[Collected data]
+===+

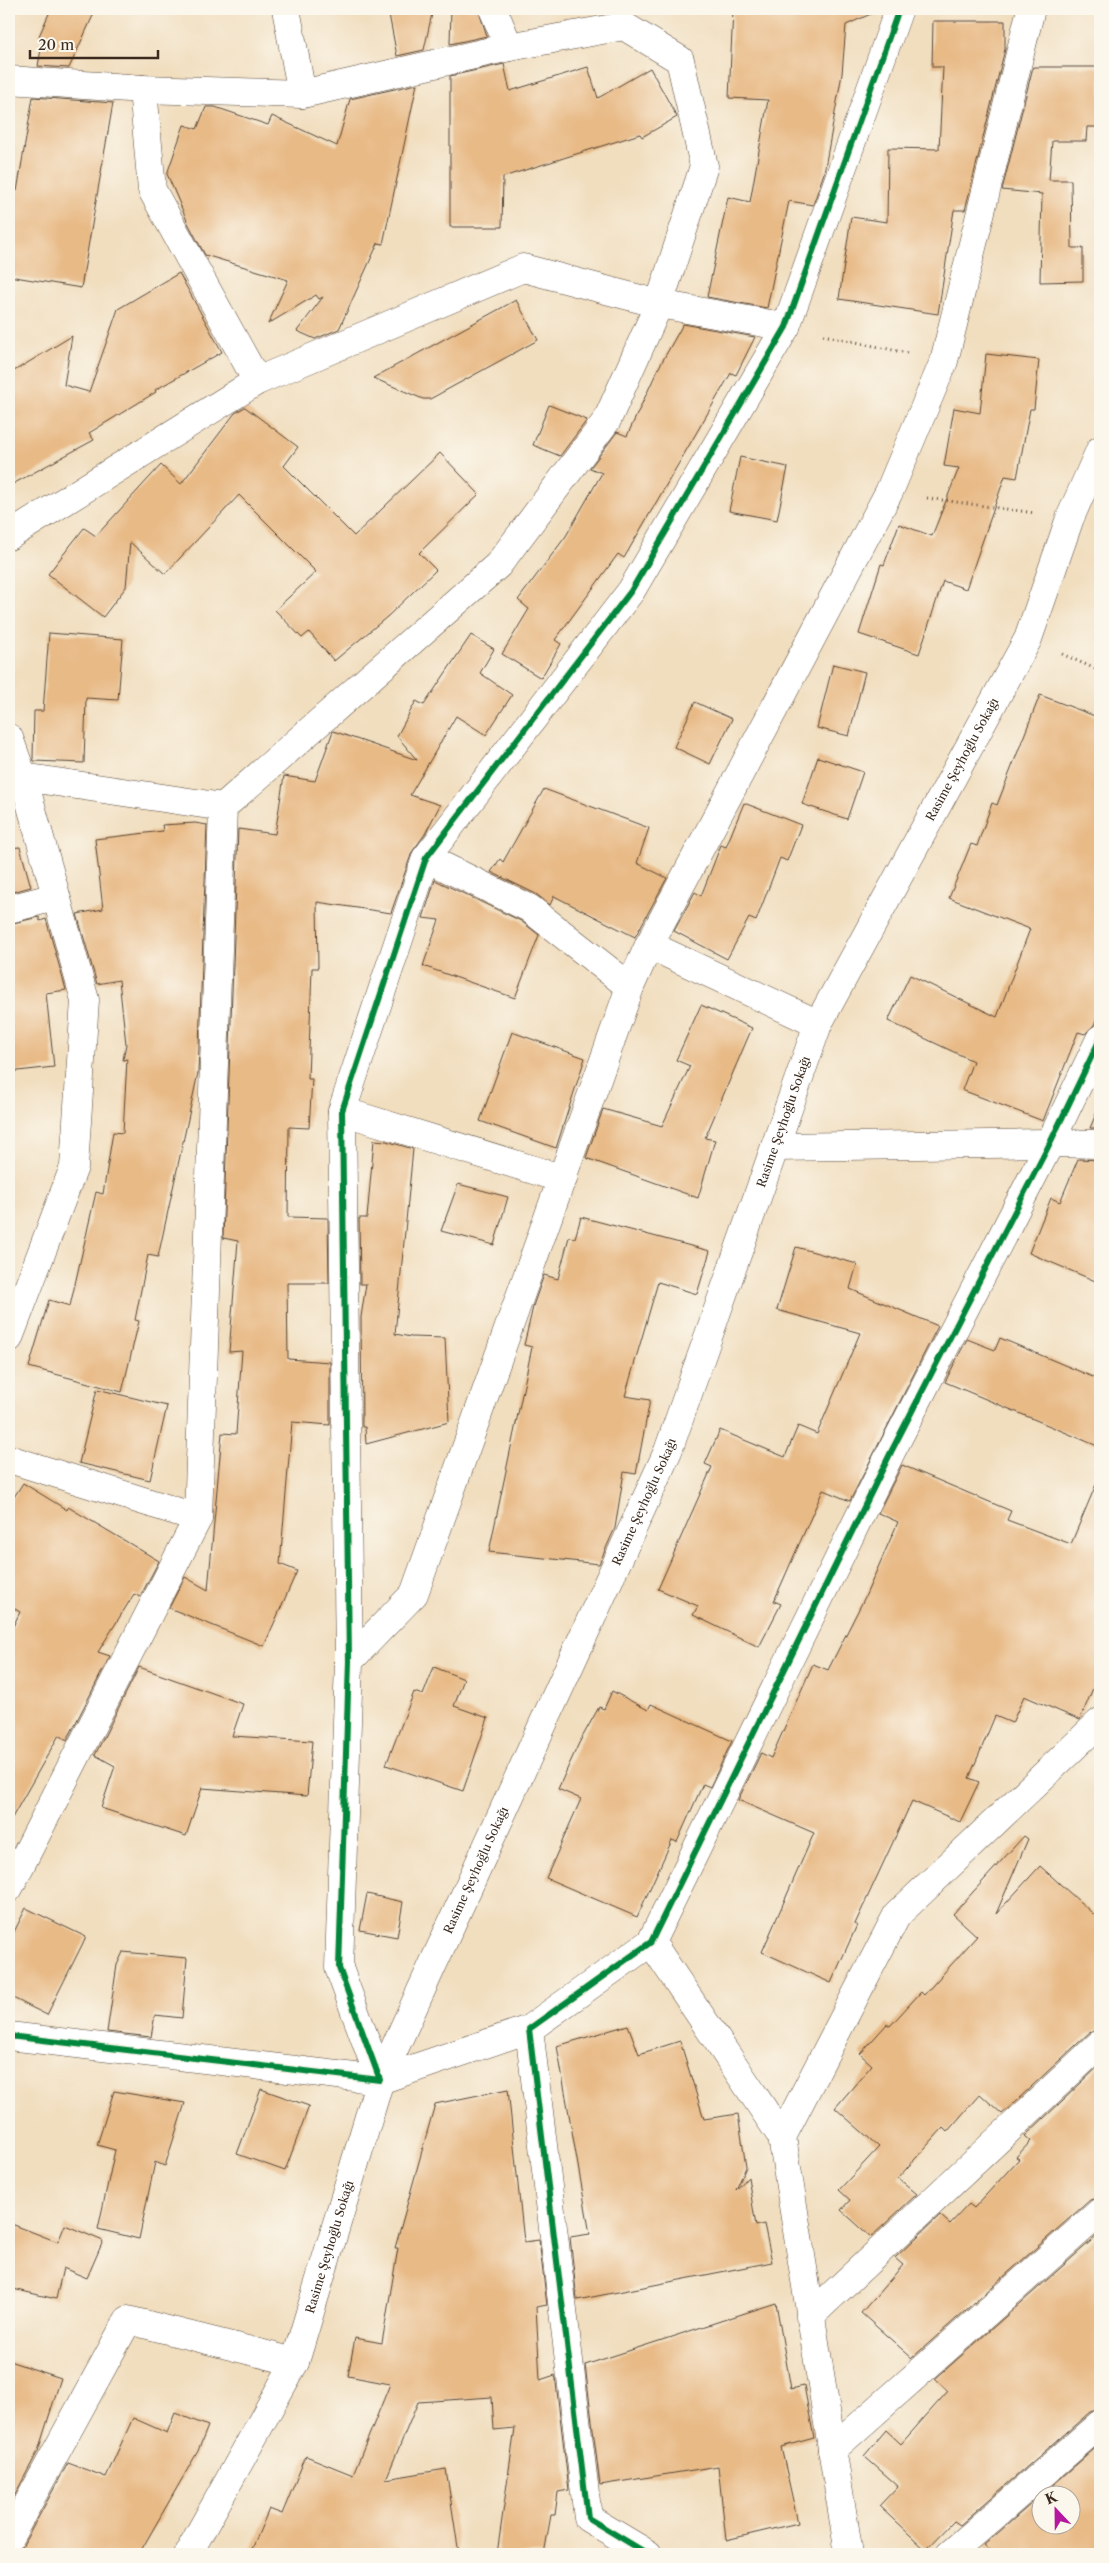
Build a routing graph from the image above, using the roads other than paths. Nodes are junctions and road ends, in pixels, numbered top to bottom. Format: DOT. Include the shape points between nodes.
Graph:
graph roads {
  1 [pos="286,9"];
  2 [pos="493,9"];
  3 [pos="899,9"];
  4 [pos="1031,9"];
  5 [pos="509,46"];
  6 [pos="9,80"];
  7 [pos="143,89"];
  8 [pos="302,94"];
  9 [pos="659,304"];
  10 [pos="786,327"];
  11 [pos="257,381"];
  12 [pos="1100,450"];
  13 [pos="9,536"];
  14 [pos="9,738"];
  15 [pos="22,777"];
  16 [pos="223,807"];
  17 [pos="426,858"];
  18 [pos="55,897"];
  19 [pos="9,909"];
  20 [pos="649,944"];
  21 [pos="630,987"];
  22 [pos="818,1024"];
  23 [pos="1100,1039"];
  24 [pos="342,1111"];
  25 [pos="1050,1143"];
  26 [pos="1100,1144"];
  27 [pos="775,1147"];
  28 [pos="563,1179"];
  29 [pos="9,1338"];
  30 [pos="9,1459"];
  31 [pos="198,1518"];
  32 [pos="349,1661"];
  33 [pos="1100,1722"];
  34 [pos="9,1888"];
  35 [pos="651,1942"];
  36 [pos="528,2029"];
  37 [pos="9,2036"];
  38 [pos="1100,2044"];
  39 [pos="380,2080"];
  40 [pos="782,2137"];
  41 [pos="1100,2212"];
  42 [pos="810,2316"];
  43 [pos="295,2362"];
  44 [pos="1100,2424"];
  45 [pos="832,2450"];
  46 [pos="9,2538"];
  47 [pos="188,2554"];
  48 [pos="648,2554"];
  49 [pos="849,2554"];
  50 [pos="950,2554"];
  1 -- 8 [label="street"];
  2 -- 5 [label="street"];
  3 -- 10 [label="street"];
  4 -- 20 [label="street" via="944,361 889,492"];
  5 -- 8 [label="street"];
  5 -- 9 [label="street" via="624,26 680,60 704,166"];
  6 -- 7 [label="street"];
  7 -- 8 [label="street"];
  7 -- 11 [label="street" via="152,190"];
  9 -- 10 [label="street"];
  9 -- 11 [label="street" via="523,268"];
  9 -- 16 [label="street" via="607,420 498,565"];
  10 -- 17 [label="street" via="631,591"];
  11 -- 13 [label="street"];
  12 -- 22 [label="street, Rasime Şeyhoğlu Sokağı" via="1070,518 1028,639"];
  14 -- 15 [label="street"];
  15 -- 16 [label="street"];
  15 -- 18 [label="street"];
  16 -- 31 [label="street"];
  17 -- 21 [label="street" via="529,908"];
  17 -- 24 [label="street"];
  18 -- 19 [label="street"];
  18 -- 29 [label="street" via="86,1000 74,1167"];
  20 -- 21 [label="street"];
  20 -- 22 [label="street"];
  21 -- 28 [label="street"];
  22 -- 27 [label="street, Rasime Şeyhoğlu Sokağı"];
  23 -- 25 [label="street"];
  24 -- 28 [label="street"];
  24 -- 32 [label="street"];
  25 -- 26 [label="street"];
  25 -- 27 [label="street"];
  25 -- 35 [label="street" via="891,1452"];
  27 -- 39 [label="street, Rasime Şeyhoğlu Sokağı" via="668,1450"];
  28 -- 32 [label="street" via="414,1594"];
  30 -- 31 [label="street"];
  31 -- 34 [label="street"];
  32 -- 39 [label="street" via="339,1968"];
  33 -- 40 [label="street" via="897,1915"];
  35 -- 36 [label="street"];
  35 -- 40 [label="street"];
  36 -- 39 [label="street"];
  36 -- 48 [label="street" via="588,2518"];
  37 -- 39 [label="street"];
  38 -- 42 [label="street"];
  39 -- 43 [label="street, Rasime Şeyhoğlu Sokağı"];
  40 -- 42 [label="street"];
  41 -- 45 [label="street"];
  42 -- 45 [label="street"];
  43 -- 46 [label="street" via="128,2320"];
  43 -- 47 [label="street, Rasime Şeyhoğlu Sokağı"];
  44 -- 50 [label="street"];
  45 -- 49 [label="street"];
}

+===+

Select all lines with the word "Sokağı" from the entries above.

  12 -- 22 [label="street, Rasime Şeyhoğlu Sokağı" via="1070,518 1028,639"];
  22 -- 27 [label="street, Rasime Şeyhoğlu Sokağı"];
  27 -- 39 [label="street, Rasime Şeyhoğlu Sokağı" via="668,1450"];
  39 -- 43 [label="street, Rasime Şeyhoğlu Sokağı"];
  43 -- 47 [label="street, Rasime Şeyhoğlu Sokağı"];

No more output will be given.